An API is only as good as its documentation - rubenv
https://rocketeer.be/blog/2015/03/api-quality/
======
cbd1984
Good documentation includes examples.

Good documentation does not _rely_ on examples.

An example can provide a base to start from, a beginning point from which
further hacking can ensue.

However, an example, like a picture, can't say "ain't": Examples can only show
you what you _can_ do, never what you _cannot_ do, or what you _should not_
do.

Further, examples are inductive, and it takes a massive amount of induction to
get _all_ of the rules of a system. However, once someone's done something,
they've internalized it a lot better than if they've only read about it.

Examples should, therefore, allow people to see the _intended use_ of an API.
How do the developers _want_ people to use their API to solve problems?
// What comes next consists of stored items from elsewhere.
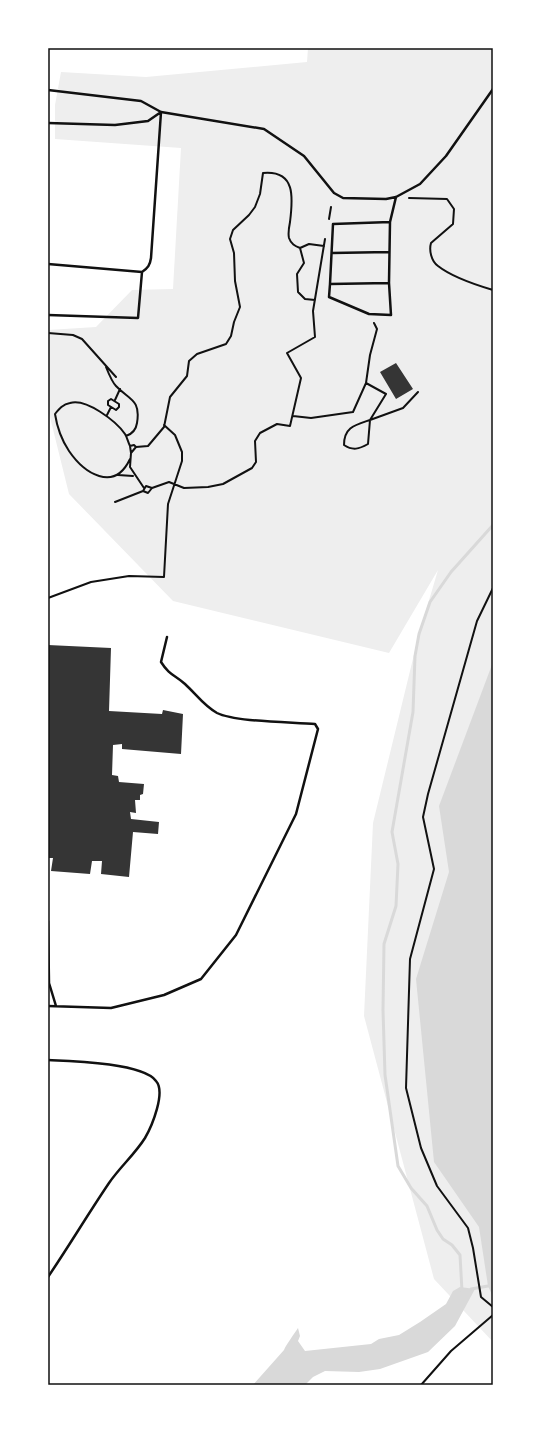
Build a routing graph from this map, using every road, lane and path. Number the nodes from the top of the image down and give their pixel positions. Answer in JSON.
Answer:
{"nodes":[{"id":1,"x":493,"y":89,"type":"edge"},
{"id":2,"x":48,"y":90,"type":"edge"},
{"id":3,"x":161,"y":112,"type":"junction"},
{"id":4,"x":48,"y":123,"type":"edge"},
{"id":5,"x":396,"y":198,"type":"junction"},
{"id":6,"x":332,"y":207,"type":"dead end"},
{"id":7,"x":328,"y":222,"type":"dead end"},
{"id":8,"x":390,"y":222,"type":"junction"},
{"id":9,"x":325,"y":238,"type":"dead end"},
{"id":10,"x":324,"y":246,"type":"junction"},
{"id":11,"x":300,"y":248,"type":"junction"},
{"id":12,"x":389,"y":252,"type":"junction"},
{"id":13,"x":332,"y":253,"type":"junction"},
{"id":14,"x":48,"y":264,"type":"edge"},
{"id":15,"x":142,"y":272,"type":"junction"},
{"id":16,"x":389,"y":283,"type":"junction"},
{"id":17,"x":330,"y":284,"type":"junction"},
{"id":18,"x":493,"y":290,"type":"edge"},
{"id":19,"x":316,"y":300,"type":"junction"},
{"id":20,"x":48,"y":315,"type":"edge"},
{"id":21,"x":374,"y":323,"type":"dead end"},
{"id":22,"x":48,"y":333,"type":"edge"},
{"id":23,"x":106,"y":366,"type":"junction"},
{"id":24,"x":116,"y":377,"type":"dead end"},
{"id":25,"x":366,"y":383,"type":"junction"},
{"id":26,"x":120,"y":389,"type":"junction"},
{"id":27,"x":418,"y":392,"type":"dead end"},
{"id":28,"x":115,"y":400,"type":"junction"},
{"id":29,"x":111,"y":407,"type":"junction"},
{"id":30,"x":106,"y":415,"type":"junction"},
{"id":31,"x":292,"y":416,"type":"junction"},
{"id":32,"x":370,"y":420,"type":"junction"},
{"id":33,"x":164,"y":425,"type":"junction"},
{"id":34,"x":126,"y":436,"type":"junction"},
{"id":35,"x":130,"y":446,"type":"junction"},
{"id":36,"x":136,"y":448,"type":"junction"},
{"id":37,"x":131,"y":453,"type":"junction"},
{"id":38,"x":130,"y":459,"type":"junction"},
{"id":39,"x":118,"y":475,"type":"junction"},
{"id":40,"x":134,"y":476,"type":"junction"},
{"id":41,"x":174,"y":483,"type":"junction"},
{"id":42,"x":152,"y":488,"type":"junction"},
{"id":43,"x":143,"y":490,"type":"junction"},
{"id":44,"x":115,"y":502,"type":"dead end"},
{"id":45,"x":493,"y":588,"type":"edge"},
{"id":46,"x":48,"y":598,"type":"edge"},
{"id":47,"x":167,"y":638,"type":"dead end"},
{"id":48,"x":48,"y":921,"type":"edge"},
{"id":49,"x":48,"y":1006,"type":"edge"},
{"id":50,"x":56,"y":1006,"type":"junction"},
{"id":51,"x":48,"y":1060,"type":"edge"},
{"id":52,"x":48,"y":1277,"type":"edge"},
{"id":53,"x":493,"y":1307,"type":"edge"},
{"id":54,"x":493,"y":1316,"type":"edge"},
{"id":55,"x":421,"y":1385,"type":"edge"}],
"edges":[{"from":1,"to":5,"type":"lane"},
{"from":2,"to":3,"type":"lane"},
{"from":3,"to":4,"type":"lane"},
{"from":3,"to":5,"type":"lane"},
{"from":3,"to":15,"type":"lane"},
{"from":5,"to":8,"type":"lane"},
{"from":5,"to":18,"type":"path"},
{"from":6,"to":7,"type":"path"},
{"from":8,"to":12,"type":"lane"},
{"from":8,"to":13,"type":"lane"},
{"from":9,"to":10,"type":"path"},
{"from":10,"to":11,"type":"path"},
{"from":10,"to":19,"type":"path"},
{"from":11,"to":19,"type":"path"},
{"from":11,"to":33,"type":"path"},
{"from":12,"to":13,"type":"lane"},
{"from":12,"to":16,"type":"lane"},
{"from":13,"to":17,"type":"lane"},
{"from":14,"to":15,"type":"lane"},
{"from":15,"to":20,"type":"lane"},
{"from":16,"to":17,"type":"lane"},
{"from":16,"to":17,"type":"lane"},
{"from":19,"to":31,"type":"path"},
{"from":21,"to":25,"type":"path"},
{"from":22,"to":23,"type":"path"},
{"from":23,"to":24,"type":"path"},
{"from":23,"to":26,"type":"path"},
{"from":25,"to":31,"type":"path"},
{"from":25,"to":32,"type":"path"},
{"from":26,"to":28,"type":"path"},
{"from":26,"to":34,"type":"path"},
{"from":27,"to":32,"type":"path"},
{"from":28,"to":29,"type":"path"},
{"from":28,"to":29,"type":"path"},
{"from":29,"to":30,"type":"path"},
{"from":30,"to":34,"type":"path"},
{"from":30,"to":39,"type":"path"},
{"from":31,"to":41,"type":"path"},
{"from":32,"to":32,"type":"path"},
{"from":33,"to":36,"type":"path"},
{"from":33,"to":41,"type":"path"},
{"from":34,"to":35,"type":"path"},
{"from":35,"to":36,"type":"path"},
{"from":35,"to":37,"type":"path"},
{"from":36,"to":37,"type":"path"},
{"from":37,"to":38,"type":"path"},
{"from":38,"to":39,"type":"path"},
{"from":38,"to":40,"type":"path"},
{"from":39,"to":40,"type":"path"},
{"from":40,"to":43,"type":"path"},
{"from":41,"to":42,"type":"path"},
{"from":41,"to":46,"type":"path"},
{"from":42,"to":43,"type":"path"},
{"from":42,"to":43,"type":"path"},
{"from":43,"to":44,"type":"path"},
{"from":45,"to":53,"type":"path"},
{"from":47,"to":50,"type":"lane"},
{"from":48,"to":50,"type":"lane"},
{"from":49,"to":50,"type":"lane"},
{"from":51,"to":52,"type":"lane"},
{"from":54,"to":55,"type":"path"}]}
Documentation is permissive: "You can use this tool to do this."

Examples are normative: "You should use this tool this way."

 _Both_ are needed. I focus on examples because good examples are not as
common as they should be.

------
jedisct1
I'd rather say an API is only as good as the clients/libraries for it.

Having an API is nice, documenting it is nice, but this is not what developers
are going to use.

If you only publish API documentation, you will end up with tons of half-
baked, soon-to-be-unsupported, incompatible client libraries.

And until then, people will have to roll their own clients based on the
documentation, which is not fun. Nobody wants to reinvent a REST client, deal
with errors, timeouts, data conversion and how to match the API with actual
use cases.

Especially when evaluating a new service, the last thing you want is have to
read an API documentation before being able to do anything with the service.

Take MySQL. The protocol is all binary, and mostly undocumented. Yet, it's
used everywhere because the MySQL maintainers are shipping a C library on top
on which people built bindings.

Same for MongoDB. Even though there are alternative/additional client
libraries, they are maintaining client libraries for many languages. Getting
started with MongoDB is easy; one doesn't have to read an API documentation at
all.

What if changes have to be made to the API? If the same team maintains the
reference client libraries, it can be totally transparent to users. If you
expect people to write their own client, it will be painful.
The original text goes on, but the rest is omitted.